Exercise ▸ Output must match the records, character for character.

[Saved entries]
───

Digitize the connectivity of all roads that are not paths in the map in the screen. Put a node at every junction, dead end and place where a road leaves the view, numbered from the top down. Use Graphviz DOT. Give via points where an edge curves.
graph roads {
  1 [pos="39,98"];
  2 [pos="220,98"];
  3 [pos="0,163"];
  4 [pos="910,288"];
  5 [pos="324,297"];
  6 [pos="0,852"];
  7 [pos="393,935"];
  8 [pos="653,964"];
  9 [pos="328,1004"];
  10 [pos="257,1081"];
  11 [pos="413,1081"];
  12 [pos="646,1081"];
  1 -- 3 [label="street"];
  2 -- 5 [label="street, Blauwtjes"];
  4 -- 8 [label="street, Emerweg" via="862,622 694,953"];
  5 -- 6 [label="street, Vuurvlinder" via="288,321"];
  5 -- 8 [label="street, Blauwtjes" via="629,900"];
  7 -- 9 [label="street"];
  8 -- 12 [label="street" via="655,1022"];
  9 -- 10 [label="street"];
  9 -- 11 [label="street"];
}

───

Result for this exercise ▸
Digitize the connectivity of all roads that are not paths in the map in the screen. Put a node at every junction, dead end and place where a road leaves the view, numbered from the top down. Use Graphviz DOT. Give via points where an edge curves.
graph roads {
  1 [pos="39,98"];
  2 [pos="220,98"];
  3 [pos="0,163"];
  4 [pos="910,288"];
  5 [pos="324,297"];
  6 [pos="0,852"];
  7 [pos="393,935"];
  8 [pos="653,964"];
  9 [pos="328,1004"];
  10 [pos="257,1081"];
  11 [pos="413,1081"];
  12 [pos="646,1081"];
  1 -- 3 [label="street"];
  2 -- 5 [label="street, Blauwtjes"];
  4 -- 8 [label="street, Emerweg" via="862,622 694,953"];
  5 -- 6 [label="street, Vuurvlinder" via="288,321"];
  5 -- 8 [label="street, Blauwtjes" via="629,900"];
  7 -- 9 [label="street"];
  8 -- 12 [label="street" via="655,1022"];
  9 -- 10 [label="street"];
  9 -- 11 [label="street"];
}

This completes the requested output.